I’ve mentioned this in a few of my blog posts over the years and here it is again – “Storage has been a major oversight by most companies deploying VMware Virtual Infrastructure”.  News Flash! This was confirmed at the recent 2009 VMWorld …

What I’ve heard and read about VMWorld 2009 is that it was really a storage conference. Every storage vendor and his brother were there displaying and promoting storage products to help build better VI environments. And, from many of the emails I get, most visitors were really just interested in finding out what they can do to fix their main storage issue: poor performance.

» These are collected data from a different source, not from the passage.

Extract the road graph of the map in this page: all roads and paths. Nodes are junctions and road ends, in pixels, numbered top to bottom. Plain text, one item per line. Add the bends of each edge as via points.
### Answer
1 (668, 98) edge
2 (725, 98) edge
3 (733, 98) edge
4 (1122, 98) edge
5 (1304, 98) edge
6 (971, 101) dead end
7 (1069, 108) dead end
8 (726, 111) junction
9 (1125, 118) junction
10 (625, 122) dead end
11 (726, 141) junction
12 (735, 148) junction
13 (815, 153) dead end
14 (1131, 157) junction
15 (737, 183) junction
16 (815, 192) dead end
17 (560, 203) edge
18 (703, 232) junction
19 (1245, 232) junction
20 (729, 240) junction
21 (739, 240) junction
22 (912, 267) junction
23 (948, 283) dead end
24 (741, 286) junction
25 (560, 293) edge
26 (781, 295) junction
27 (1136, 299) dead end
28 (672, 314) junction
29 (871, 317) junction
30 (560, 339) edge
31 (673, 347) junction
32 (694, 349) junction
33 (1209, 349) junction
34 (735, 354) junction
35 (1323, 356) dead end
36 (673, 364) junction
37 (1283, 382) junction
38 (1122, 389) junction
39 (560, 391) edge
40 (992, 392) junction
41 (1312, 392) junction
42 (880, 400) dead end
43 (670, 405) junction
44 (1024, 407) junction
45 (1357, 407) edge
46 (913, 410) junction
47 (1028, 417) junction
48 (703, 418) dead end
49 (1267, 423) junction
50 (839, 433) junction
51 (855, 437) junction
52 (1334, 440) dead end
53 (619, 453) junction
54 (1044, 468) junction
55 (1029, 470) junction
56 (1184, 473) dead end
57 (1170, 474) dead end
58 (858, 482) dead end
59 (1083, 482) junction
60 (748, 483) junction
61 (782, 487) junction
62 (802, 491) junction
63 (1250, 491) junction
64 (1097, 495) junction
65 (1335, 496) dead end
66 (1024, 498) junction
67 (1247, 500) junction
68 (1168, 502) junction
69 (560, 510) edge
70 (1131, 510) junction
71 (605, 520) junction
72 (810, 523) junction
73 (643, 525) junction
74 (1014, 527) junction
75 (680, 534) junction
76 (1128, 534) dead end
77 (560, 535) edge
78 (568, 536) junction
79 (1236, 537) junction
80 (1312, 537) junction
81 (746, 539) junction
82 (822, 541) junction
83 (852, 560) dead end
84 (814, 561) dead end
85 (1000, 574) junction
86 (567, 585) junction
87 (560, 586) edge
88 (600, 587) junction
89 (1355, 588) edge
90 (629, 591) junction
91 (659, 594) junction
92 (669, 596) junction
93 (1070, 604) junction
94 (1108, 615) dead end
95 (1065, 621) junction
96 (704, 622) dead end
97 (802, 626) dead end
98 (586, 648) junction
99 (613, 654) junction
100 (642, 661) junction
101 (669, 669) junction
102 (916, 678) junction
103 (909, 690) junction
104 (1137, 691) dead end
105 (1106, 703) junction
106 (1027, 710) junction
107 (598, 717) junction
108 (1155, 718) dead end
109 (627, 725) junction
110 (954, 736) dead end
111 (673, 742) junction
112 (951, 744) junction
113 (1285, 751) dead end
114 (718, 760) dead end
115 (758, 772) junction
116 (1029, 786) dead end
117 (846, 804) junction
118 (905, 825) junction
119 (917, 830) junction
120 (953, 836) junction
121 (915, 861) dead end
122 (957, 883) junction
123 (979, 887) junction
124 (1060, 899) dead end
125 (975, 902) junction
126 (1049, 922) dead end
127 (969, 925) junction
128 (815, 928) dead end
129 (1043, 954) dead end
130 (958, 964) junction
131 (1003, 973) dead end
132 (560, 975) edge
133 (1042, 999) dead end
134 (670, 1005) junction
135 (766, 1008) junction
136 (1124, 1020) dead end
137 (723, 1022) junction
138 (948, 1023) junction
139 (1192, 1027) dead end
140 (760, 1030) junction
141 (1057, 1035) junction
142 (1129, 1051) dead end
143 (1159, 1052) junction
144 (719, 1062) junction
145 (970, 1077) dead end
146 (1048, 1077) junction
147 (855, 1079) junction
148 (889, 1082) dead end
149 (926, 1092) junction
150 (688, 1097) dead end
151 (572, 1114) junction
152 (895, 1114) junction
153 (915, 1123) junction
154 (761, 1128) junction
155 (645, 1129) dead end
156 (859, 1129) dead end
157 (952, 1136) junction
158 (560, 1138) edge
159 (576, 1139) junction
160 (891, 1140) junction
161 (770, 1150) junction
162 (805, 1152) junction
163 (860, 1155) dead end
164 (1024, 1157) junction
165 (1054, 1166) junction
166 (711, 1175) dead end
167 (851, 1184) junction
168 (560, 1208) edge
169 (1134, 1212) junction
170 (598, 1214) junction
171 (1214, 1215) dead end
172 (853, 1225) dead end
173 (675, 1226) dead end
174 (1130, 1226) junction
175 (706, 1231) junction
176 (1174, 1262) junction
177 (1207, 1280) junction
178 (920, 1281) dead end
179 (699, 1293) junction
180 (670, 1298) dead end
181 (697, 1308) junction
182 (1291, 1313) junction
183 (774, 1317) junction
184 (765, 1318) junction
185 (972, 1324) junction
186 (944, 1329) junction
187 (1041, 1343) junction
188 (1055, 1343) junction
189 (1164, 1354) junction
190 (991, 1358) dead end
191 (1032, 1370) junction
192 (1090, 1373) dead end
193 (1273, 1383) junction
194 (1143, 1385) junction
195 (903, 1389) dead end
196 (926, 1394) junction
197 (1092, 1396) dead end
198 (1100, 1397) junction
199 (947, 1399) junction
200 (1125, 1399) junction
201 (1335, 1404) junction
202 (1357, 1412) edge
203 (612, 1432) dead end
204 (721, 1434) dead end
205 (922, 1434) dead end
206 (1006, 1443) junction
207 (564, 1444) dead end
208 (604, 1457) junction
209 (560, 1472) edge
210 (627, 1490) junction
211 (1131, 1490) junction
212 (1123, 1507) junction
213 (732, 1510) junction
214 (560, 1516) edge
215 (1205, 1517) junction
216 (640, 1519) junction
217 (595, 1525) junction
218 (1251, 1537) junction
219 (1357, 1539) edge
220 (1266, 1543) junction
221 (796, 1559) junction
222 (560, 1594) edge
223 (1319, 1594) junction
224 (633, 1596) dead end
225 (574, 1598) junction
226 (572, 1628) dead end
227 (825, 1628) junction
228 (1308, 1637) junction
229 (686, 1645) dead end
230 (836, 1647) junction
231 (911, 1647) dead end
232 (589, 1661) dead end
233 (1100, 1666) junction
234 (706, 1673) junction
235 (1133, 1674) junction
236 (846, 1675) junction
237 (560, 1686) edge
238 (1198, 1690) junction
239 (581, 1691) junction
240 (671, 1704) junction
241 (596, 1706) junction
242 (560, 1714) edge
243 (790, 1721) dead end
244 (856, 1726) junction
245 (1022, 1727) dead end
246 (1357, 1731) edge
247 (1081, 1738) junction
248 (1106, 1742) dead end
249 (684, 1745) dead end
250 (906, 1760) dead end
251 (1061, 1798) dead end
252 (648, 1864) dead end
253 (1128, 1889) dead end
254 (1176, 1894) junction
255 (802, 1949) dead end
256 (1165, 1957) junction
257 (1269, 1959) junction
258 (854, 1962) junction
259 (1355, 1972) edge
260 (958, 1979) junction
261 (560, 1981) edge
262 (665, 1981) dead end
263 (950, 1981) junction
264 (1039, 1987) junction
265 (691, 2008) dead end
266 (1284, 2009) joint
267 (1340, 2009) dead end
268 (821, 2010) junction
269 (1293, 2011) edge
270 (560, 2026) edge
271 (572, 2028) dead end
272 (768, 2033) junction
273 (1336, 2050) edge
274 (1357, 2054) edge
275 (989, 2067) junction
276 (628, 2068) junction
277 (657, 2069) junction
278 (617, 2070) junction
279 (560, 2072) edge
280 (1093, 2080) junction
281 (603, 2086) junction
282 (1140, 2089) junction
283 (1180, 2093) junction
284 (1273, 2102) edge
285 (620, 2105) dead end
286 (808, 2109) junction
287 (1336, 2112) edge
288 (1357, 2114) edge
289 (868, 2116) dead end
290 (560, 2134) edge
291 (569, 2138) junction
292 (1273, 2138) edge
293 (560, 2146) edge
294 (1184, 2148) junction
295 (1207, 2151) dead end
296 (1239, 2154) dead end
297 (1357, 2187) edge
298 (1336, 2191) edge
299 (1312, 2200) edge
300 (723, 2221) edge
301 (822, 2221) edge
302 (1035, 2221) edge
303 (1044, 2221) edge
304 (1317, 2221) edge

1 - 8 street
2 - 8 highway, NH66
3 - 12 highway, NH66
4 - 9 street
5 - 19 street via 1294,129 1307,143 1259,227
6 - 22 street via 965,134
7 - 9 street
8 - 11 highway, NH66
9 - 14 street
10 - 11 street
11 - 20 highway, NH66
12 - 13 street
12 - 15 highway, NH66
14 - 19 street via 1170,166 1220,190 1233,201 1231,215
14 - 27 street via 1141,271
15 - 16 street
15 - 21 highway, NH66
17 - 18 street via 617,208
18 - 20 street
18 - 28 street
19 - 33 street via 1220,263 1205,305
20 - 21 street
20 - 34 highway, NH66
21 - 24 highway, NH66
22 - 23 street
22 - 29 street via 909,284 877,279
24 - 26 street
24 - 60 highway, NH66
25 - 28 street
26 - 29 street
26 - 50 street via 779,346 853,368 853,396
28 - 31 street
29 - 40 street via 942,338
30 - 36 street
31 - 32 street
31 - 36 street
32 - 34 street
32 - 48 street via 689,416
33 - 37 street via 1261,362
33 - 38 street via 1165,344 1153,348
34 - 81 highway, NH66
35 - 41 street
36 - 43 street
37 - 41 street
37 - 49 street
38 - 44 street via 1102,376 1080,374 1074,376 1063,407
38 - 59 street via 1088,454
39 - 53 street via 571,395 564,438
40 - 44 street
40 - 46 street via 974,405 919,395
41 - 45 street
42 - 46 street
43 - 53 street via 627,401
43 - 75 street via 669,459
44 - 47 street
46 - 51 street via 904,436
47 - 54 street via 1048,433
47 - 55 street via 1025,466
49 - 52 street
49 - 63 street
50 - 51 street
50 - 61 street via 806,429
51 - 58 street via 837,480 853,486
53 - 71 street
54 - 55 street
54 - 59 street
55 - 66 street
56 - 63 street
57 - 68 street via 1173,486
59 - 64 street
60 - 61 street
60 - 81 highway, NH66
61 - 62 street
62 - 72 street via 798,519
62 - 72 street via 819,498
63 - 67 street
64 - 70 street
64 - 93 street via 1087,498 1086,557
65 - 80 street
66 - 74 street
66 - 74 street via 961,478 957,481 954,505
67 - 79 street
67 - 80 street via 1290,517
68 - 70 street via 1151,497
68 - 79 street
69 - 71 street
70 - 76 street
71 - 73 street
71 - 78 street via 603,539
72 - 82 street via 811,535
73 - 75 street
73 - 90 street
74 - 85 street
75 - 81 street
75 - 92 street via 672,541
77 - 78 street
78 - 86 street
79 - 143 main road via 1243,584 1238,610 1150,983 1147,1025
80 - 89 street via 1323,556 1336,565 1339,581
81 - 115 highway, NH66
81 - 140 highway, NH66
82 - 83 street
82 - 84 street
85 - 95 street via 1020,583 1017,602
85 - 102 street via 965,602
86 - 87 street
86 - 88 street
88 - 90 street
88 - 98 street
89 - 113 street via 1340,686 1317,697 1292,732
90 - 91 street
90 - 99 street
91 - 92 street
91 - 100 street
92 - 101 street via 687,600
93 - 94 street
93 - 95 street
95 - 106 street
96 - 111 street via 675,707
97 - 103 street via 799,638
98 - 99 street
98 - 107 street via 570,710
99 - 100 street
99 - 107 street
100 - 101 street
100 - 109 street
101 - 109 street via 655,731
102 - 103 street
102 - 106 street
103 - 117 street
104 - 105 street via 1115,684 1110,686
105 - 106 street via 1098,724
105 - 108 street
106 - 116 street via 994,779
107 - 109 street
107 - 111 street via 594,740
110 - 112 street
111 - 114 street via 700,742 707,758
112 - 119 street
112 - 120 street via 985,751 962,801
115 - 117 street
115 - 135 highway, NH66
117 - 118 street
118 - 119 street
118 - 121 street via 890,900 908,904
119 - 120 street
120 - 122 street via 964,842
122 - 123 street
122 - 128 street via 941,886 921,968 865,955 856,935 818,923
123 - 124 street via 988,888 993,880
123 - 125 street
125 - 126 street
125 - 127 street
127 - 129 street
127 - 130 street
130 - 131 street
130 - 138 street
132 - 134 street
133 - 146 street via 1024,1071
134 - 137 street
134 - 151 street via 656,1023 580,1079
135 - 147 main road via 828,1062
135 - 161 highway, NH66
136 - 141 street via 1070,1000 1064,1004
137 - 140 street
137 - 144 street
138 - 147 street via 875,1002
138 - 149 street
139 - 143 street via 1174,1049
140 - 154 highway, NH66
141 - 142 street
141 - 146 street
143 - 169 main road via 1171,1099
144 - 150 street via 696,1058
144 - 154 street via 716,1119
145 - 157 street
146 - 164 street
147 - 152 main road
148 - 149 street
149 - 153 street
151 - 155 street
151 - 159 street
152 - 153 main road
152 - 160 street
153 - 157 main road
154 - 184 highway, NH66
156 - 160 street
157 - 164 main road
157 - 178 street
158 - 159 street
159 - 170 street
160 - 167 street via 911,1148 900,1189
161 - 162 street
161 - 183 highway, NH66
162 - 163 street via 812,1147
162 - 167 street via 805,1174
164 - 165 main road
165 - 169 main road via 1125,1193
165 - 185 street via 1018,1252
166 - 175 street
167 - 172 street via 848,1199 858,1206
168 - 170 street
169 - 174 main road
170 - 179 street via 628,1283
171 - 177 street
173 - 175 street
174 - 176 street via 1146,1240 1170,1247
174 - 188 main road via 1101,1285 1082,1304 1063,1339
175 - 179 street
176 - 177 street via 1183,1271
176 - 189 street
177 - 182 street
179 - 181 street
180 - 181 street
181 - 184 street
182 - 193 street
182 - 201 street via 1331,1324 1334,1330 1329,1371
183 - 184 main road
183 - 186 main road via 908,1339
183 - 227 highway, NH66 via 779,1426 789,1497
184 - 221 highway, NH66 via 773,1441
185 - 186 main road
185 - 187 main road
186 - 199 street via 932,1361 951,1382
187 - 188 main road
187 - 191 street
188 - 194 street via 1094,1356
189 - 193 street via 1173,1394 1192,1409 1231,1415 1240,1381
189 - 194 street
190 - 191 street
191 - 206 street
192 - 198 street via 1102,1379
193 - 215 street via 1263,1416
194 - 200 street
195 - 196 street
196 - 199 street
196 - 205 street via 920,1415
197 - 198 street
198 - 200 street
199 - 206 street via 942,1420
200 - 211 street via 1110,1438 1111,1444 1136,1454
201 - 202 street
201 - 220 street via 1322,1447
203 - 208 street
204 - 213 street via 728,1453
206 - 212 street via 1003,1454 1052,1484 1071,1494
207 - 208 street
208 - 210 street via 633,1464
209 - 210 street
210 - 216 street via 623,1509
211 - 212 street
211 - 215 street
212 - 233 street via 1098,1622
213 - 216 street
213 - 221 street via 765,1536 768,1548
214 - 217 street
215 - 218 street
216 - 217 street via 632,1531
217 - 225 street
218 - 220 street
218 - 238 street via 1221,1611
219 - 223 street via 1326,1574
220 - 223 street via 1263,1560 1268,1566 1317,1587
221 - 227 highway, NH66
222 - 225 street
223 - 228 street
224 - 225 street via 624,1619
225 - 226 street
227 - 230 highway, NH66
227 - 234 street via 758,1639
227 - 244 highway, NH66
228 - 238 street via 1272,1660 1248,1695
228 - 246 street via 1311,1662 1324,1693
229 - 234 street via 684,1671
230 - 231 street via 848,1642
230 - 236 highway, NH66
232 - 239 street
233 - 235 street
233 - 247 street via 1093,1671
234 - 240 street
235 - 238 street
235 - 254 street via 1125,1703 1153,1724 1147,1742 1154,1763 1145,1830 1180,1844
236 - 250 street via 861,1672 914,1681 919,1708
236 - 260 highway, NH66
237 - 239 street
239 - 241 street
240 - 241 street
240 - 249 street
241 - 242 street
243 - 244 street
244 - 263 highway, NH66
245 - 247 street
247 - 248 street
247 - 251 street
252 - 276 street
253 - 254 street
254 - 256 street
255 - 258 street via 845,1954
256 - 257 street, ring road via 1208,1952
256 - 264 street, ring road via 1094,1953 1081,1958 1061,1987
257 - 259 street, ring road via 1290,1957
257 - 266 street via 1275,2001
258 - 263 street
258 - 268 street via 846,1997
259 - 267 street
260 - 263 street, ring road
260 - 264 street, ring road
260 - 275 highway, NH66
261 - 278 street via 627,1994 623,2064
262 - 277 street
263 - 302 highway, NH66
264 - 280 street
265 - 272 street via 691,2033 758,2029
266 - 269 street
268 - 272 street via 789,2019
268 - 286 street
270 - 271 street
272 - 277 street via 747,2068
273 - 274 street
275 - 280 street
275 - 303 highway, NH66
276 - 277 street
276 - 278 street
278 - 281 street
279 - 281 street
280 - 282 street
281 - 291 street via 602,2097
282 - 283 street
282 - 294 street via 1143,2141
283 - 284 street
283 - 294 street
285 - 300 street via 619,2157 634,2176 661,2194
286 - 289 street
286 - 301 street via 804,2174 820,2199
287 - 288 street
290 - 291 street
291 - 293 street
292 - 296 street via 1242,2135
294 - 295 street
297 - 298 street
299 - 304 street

A year ago I had a talk with my VMware support engineer and I explained to him then that I thought there was going to be a huge market for solutions for improving storage performance coming. I also explained how most VMware deployments are similar to boiling a frog. If a frog is thrown into hot water it will jump out, however, if the water temperature is turned up slowly the frog won’t realize it until it is too late. Likewise, if VMware sales representatives told every new customer they would need a new storage array within a year, nobody except those already planning to buy new storage would virtualize. However, if nothing is said and VMs are built one at a time over a 6 -12 month period on existing shared storage, nobody will notice performance degradation until one day when the main business application database crashes because it shares the same SAN as VMware but then VMware won’t be to blame, storage will. I suspect many companies using VMware are at this point today with their environments?

You have two options for your problem: 1) Buy more storage or 2) Re-carve your existing storage. My gut tells me most SAN Admins reading this post will argue with option 2 because that would take a lot of work and they most likely don’t believe it will help. I suggest for those that just don’t agree because they know better that they get re-educated on carving SAN for VMware.

No disrespect intended but it’s a hard one to digest. Think about this, you’re used to carving one 100GB LUN for one server with many users and dedicated HBA ports, right? Now consider for a moment that for VMware you are carving (8 – 16), 300GB, 400GB or  500GB LUNs for 8 – 16 ESX hosts with 160 – 240 virtual servers all accessing the LUN through the same HBA port, or path and – all at the same time. If I was lucky enough to get your attention then I won’t even try to insult you by trying to explain how each SAN is different – but – I will recommend calling your VMware and SAN support and speaking only with someone who works on storage for VMware.

Furthermore for both options mentioned, many storage vendors have the ability to do a form of what is known as wide-striping (HDS term) and it also requires a special license that will cost you. HDS, 3par, EMC and HP all can have 100s of drives in a single disk pool (RAID/parity group) this is, with the proper licensed features. NetApp will have a similar feature in OnTapp 8.4 from what I’ve been told.